Foster later played for two years at Pearl River Community College during 2009 and 2010. He then transferred to the University of West Alabama where he completed his college career in 2011 and 2012, where his career record included 96 tackles, 16 pass deflections and 10 interceptions.

==Professional career==
===Kansas City Chiefs===
In May 2013, Foster signed with the Kansas City Chiefs of the NFL, as an undrafted free agent He played three preseason games with the Chiefs before being cut from the team.

===Toronto Argonauts===
He then moved to the Canadian Football League (CFL), signing with the Toronto Argonauts from whom he was acquired by the Edmonton Eskimos in 2014. He was traded to Edmonton from Toronto on May 13, 2014, along with Toronto's first and second round picks (6th and 15th overall) in the 2014 CFL Canadian Draft, import offensive lineman Tony Washington and a negotiation list player, in exchange for Edmonton's first and third round picks (3rd and 21st overall) in the 2014 CFL Canadian Draft and a negotiation list player.

===Edmonton Eskimos===
After being traded to the Eskimos Foster became an immediate starter, and played in 16 games in the 2014 season. Foster recorded 46 defensive tackles, five special teams tackles, five pass knockdowns, one interception, one sack, one fumble recovery and one forced fumble. In the Labour Day Classic, Foster recovered a blocked punt by Willie Jefferson and scored a 57-yard touchdown. In the West Semi-final against Saskatchewan, Foster recorded one defensive tackle. In the West Final against Calgary, he recorded two defensive tackles. Foster continued his strong play in the 2015 season, contributing 57 tackles, 2 special teams tackles, 2 sacks, 1 interception, 1 forced fumble and 1 defensive touchdown.

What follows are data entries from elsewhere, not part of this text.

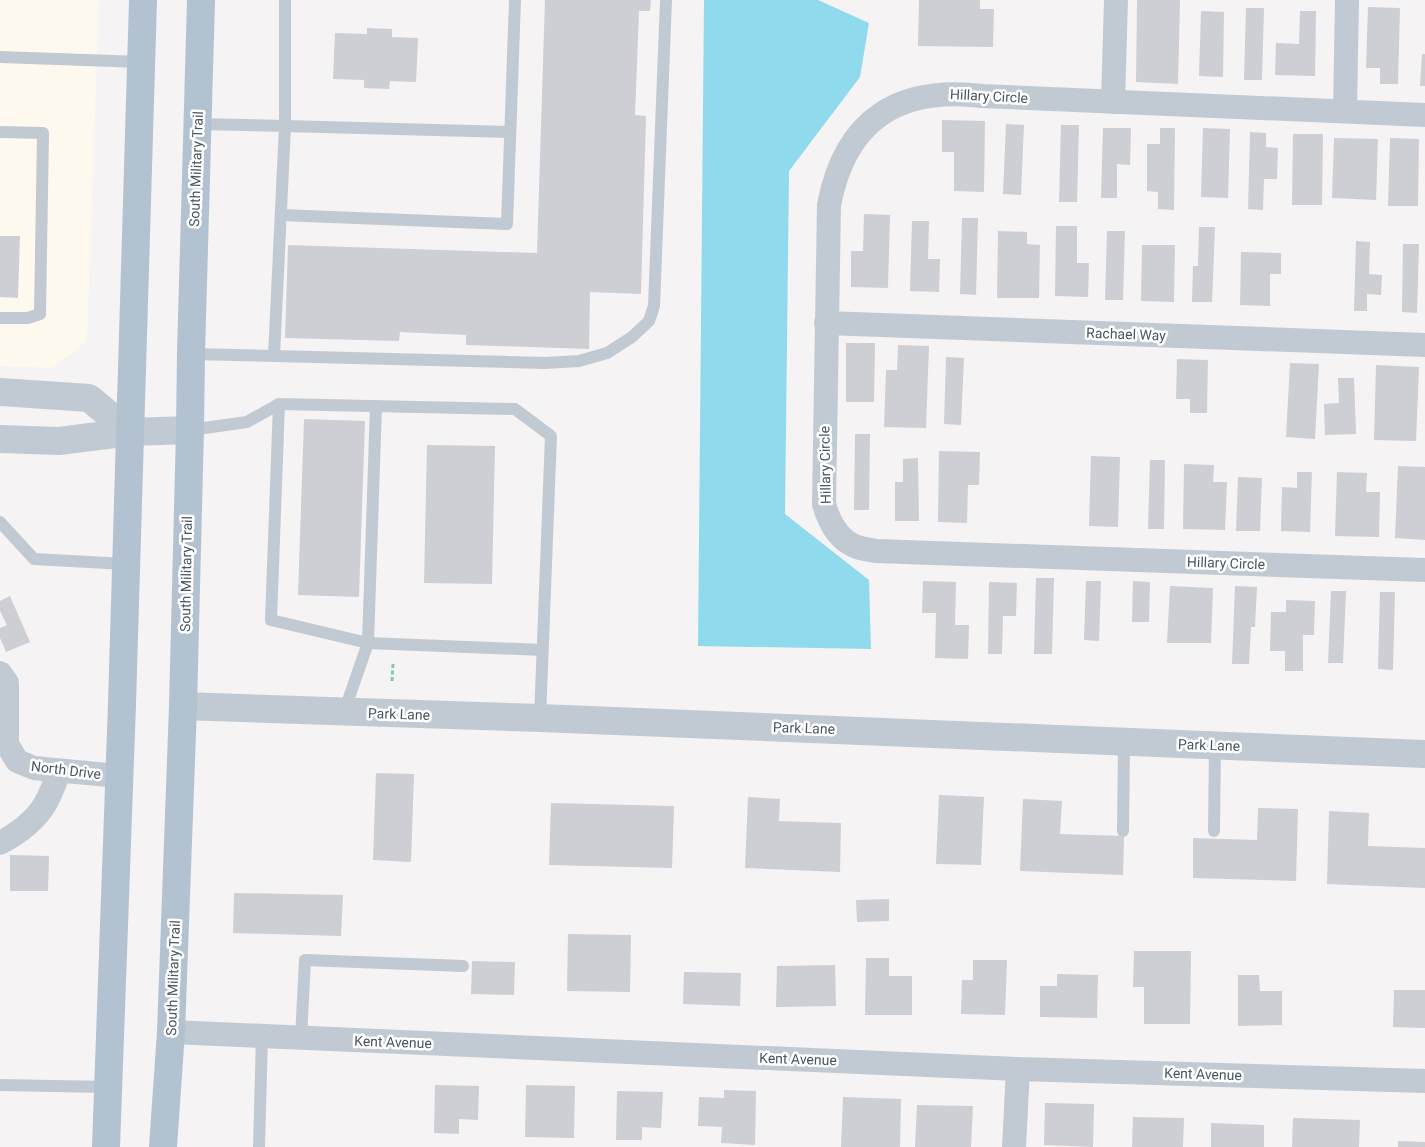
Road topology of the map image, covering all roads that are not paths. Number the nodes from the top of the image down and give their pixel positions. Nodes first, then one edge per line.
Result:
1 (143, 0) edge
2 (201, 0) edge
3 (285, 0) edge
4 (515, 0) edge
5 (666, 0) edge
6 (1116, 0) edge
7 (1347, 0) edge
8 (0, 57) edge
9 (141, 62) junction
10 (1113, 102) junction
11 (1345, 111) junction
12 (1425, 115) edge
13 (197, 124) junction
14 (285, 126) junction
15 (0, 132) edge
16 (510, 132) junction
17 (281, 215) junction
18 (0, 318) edge
19 (826, 323) junction
20 (1425, 345) edge
21 (190, 354) junction
22 (274, 356) junction
23 (0, 392) edge
24 (279, 404) junction
25 (376, 406) junction
26 (190, 430) junction
27 (130, 432) junction
28 (0, 439) edge
29 (0, 522) edge
30 (126, 564) junction
31 (1425, 570) edge
32 (368, 643) junction
33 (543, 650) junction
34 (0, 673) edge
35 (183, 706) junction
36 (344, 712) junction
37 (540, 718) junction
38 (1124, 742) junction
39 (1215, 745) junction
40 (1425, 754) edge
41 (60, 771) junction
42 (120, 776) junction
43 (1123, 831) dead end
44 (1214, 831) dead end
45 (0, 843) edge
46 (464, 966) dead end
47 (171, 1032) junction
48 (262, 1036) junction
49 (300, 1038) junction
50 (1018, 1069) junction
51 (1425, 1081) edge
52 (0, 1085) edge
53 (108, 1087) junction
54 (106, 1147) edge
55 (163, 1147) edge
56 (258, 1147) edge
57 (1014, 1147) edge

1 - 9 main road
2 - 13 main road, South Military Trail
3 - 14 lane
4 - 16 lane
5 - 22 lane
6 - 10 street
7 - 11 street
8 - 9 lane
9 - 27 main road
10 - 11 street, Hillary Circle
10 - 19 street, Hillary Circle
11 - 12 street, Hillary Circle
13 - 14 lane
13 - 21 main road, South Military Trail
14 - 16 lane
14 - 17 lane
15 - 18 lane
16 - 17 lane
17 - 22 lane
19 - 20 street, Rachael Way
19 - 31 street, Hillary Circle
21 - 22 lane
21 - 26 main road, South Military Trail
23 - 27 street
24 - 25 lane
24 - 26 lane
24 - 32 lane
25 - 32 lane
25 - 33 lane
26 - 27 street
26 - 35 main road, South Military Trail
27 - 28 street
27 - 30 main road
29 - 30 lane
30 - 42 main road
32 - 33 lane
32 - 36 lane
33 - 37 lane
34 - 41 street, North Drive
35 - 36 street, Park Lane
35 - 47 main road, South Military Trail
36 - 37 street, Park Lane
37 - 38 street, Park Lane
38 - 39 street, Park Lane
38 - 43 lane
39 - 40 street, Park Lane
39 - 44 lane
41 - 42 street, North Drive
41 - 45 street
42 - 53 main road
46 - 49 lane
47 - 48 street, Kent Avenue
47 - 55 main road, South Military Trail
48 - 49 street, Kent Avenue
48 - 56 lane
49 - 50 street, Kent Avenue
50 - 51 street, Kent Avenue
50 - 57 street
52 - 53 lane
53 - 54 main road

===Saskatchewan Roughriders (first stint)===
On February 10, 2016, Foster signed as a free agent with the Saskatchewan Roughriders of the CFL. Foster had his best statistical season in 2016 playing in all 18 regular season games and racking up 71 tackles and 3 quarterback sacks. Set to become a free-agent in February 2017, Foster had a workout with the New Orleans Saints In December 2016. On January 20, 2017, Foster had a workout with the Baltimore Ravens. On January 27, 2017, a couple weeks before becoming a free agent, Foster was released by the Riders so he could pursue NFL opportunities.

===Baltimore Ravens===
On January 31, 2017, Foster signed a reserve/future contract with the Baltimore Ravens. He was waived on September 1, 2017, during final roster cutdowns.

===Saskatchewan Roughriders (second stint)===
He signed with Saskatchewan in September 2017. He played in three games, all starts, for the Roughriders in 2017.

===BC Lions===
Foster signed with the BC Lions on February 14, 2018. He started 18 games for the Lions in 2018.

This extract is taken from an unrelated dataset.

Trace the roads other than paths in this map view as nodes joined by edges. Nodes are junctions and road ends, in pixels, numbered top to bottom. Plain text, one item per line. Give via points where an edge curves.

===Saskatchewan Roughriders (third stint)===
Foster signed a one-year contract with the Roughriders on February 10, 2020. However, the 2020 CFL season was later cancelled.

==Personal life==
Foster joined the United States Marine Corps in 2007 after he was redshirted at Southern University, attending basic training at Marine Corps Recruit Depot Parris Island and becoming a communications expert. He served in the Marines while playing football for two years at Pearl River Community College.

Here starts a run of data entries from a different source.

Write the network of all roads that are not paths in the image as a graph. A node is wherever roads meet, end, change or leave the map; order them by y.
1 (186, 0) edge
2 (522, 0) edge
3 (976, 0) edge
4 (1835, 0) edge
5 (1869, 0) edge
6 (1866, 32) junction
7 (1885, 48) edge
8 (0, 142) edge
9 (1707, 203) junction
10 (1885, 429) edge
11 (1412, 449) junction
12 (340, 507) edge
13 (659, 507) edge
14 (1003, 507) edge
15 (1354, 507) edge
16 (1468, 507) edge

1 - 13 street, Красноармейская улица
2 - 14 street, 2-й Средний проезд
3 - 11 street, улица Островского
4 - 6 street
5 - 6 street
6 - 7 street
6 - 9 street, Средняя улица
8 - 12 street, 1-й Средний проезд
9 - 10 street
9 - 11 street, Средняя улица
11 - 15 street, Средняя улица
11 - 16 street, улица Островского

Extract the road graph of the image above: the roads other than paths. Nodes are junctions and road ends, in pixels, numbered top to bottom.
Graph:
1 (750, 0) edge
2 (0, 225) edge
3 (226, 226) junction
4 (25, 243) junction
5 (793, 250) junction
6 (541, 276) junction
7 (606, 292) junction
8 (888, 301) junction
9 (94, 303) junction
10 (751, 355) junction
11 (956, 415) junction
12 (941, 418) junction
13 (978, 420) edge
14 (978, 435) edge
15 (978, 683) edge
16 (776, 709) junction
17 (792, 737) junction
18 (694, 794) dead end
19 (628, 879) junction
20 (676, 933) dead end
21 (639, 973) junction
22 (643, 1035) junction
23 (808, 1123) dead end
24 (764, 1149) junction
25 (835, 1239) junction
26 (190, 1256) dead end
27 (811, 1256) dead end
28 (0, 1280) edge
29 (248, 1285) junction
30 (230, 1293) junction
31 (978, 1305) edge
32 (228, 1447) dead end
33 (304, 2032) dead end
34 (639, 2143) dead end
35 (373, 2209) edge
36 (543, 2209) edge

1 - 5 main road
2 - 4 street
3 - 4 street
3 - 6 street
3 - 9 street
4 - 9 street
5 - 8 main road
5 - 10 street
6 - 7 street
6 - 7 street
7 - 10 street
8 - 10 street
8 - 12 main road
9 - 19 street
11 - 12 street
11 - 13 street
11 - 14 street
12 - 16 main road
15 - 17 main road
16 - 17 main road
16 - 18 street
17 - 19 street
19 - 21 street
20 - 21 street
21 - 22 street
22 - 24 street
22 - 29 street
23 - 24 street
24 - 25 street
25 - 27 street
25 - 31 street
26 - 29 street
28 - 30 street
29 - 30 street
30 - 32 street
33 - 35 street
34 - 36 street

He is the father of three children, Olavia K. Foster, born on April 16, 2010. He is also the father of Otha Foster IV, and Oakley Delores. Foster's Mother is Valerie Lee Foster Aikens. Foster's father, Otha Foster Jr., died January 9, 2010, after being a disabled dialysis patient for 19 years. Foster III was the main caregiver for his father since the age of eight. Even though Foster Jr. was on dialysis, he still managed to coach Foster III's little league football team. He lived to see him play JUCO, but he died at the age of 43, during Christmas break, before Foster III started at West Alabama.